Hey Suzie P., how goes it? I'm about nine kinds of fucked up. I guess you have a sense how deep this all runs, how far back. Thanks for checking in though, and for the thoughts. Make sure you talk to J. plenty about how much next year's gonna suck, so there's no surprises.

The rest of ya'll are fine folks and I appreciate. It seems silly and self-indulgent to even put shit like this here, I'm not even sure it stay up, but I appreciate.

9:29 PM  
Blogger CBone said...

A month ago, a man called me from Harlem. I met him when he was 13 and I was 22. I hadn't seen Carl in over 40 years. He found my name and called and we talked and I cried and he told me he remembered a lot of what we had talked about in the pasted together darkroom where I taught him photography and used my photos to connect with my kids at school. I too have felt the despair you've captured brilliantly. I used to worry about the same things ... what was it all worth. I'm not going to say that phone call changed my life. It didn't. I'd figured this out some time before. But this phone call confirmed for me that one of those kids you make contact with, no matter how you do it, even the peace sign in the hall, may call you some day and say you were there for them and they made it make a difference. That's all we can do. I have lots of days, some even as awful as yours was, where I share some of your same thoughts. I think perhaps the only thing age has done for me is give me enough examples where my presence in someone's school life made a difference. The important thing for me was realizing they made it make a difference. It wasn't under my control. Only I was under my control. Bless you, Man. Keep going.

2:47 PM  
Anonymous Anonymous said...

I looked for a way to send you an email, but maybe I didn't look hard enough.

I stalked over from JJ's comment section.

It certainly wasn't my intention to diminish the contribution that you are making with my sweeping generalization about why I don't think others will step up to try to work similar miracles.

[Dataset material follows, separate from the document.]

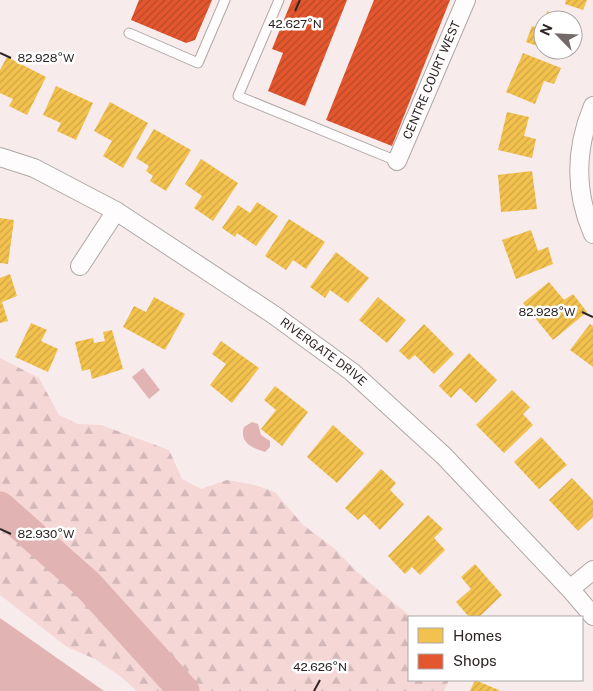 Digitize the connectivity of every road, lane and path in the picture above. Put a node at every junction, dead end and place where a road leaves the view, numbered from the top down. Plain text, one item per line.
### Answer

Please keep fighting the good fight in the classroom, but in good conscience, you don't actually have to give it all to the job unless you don't actually want anything else. (I say that sincerely; maybe it really does come close to fulfilling you completely.)

4:15 PM  
Anonymous Anonymous said...

I work in healthcare and education so I'm familiar with the whole "if I stop working people will suffer" mentality. However, you have to take the long view. It's OK to be a person - not with your patients or your students but with everyone else. Build a space where others can support you for a little while.

I met you once at a dinner in San Jose. You seemed smart, committed and connected to what you do. You may not feel that way now but is that what left shoulder is all about.

Cut yourself a little slack for a while - what you're going through now is not forever and it sounds like you're not in the best space to make decisions with long term consequences.

6:56 PM  
Blogger Alex said...

Strange is our situation here upon earth. Each of us comes for a short visit, not knowing why, yet sometimes seeming to a divine purpose. From the standpoint of daily life, however, there is one thing we do know: That we are here for the sake of others... for the countless unknown souls with whose fate we are connected by a bond of sympathy...

Albert Einstein

You're here for others, and they're here for you. It's okay if you need to ask for help; I find most teachers have a hard time doing that sometimes. :)

Best wishes.

7:05 PM  
Blogger Joanne Jacobs said...

I've tagged you with the "seven random things" meme here.

11:04 AM  
Blogger j m holland said...

I sincerely urge your to talk about what is going on in your life on TLN. I have seen many excellent teachers brought back from the edge by others who have looked over and even jumped.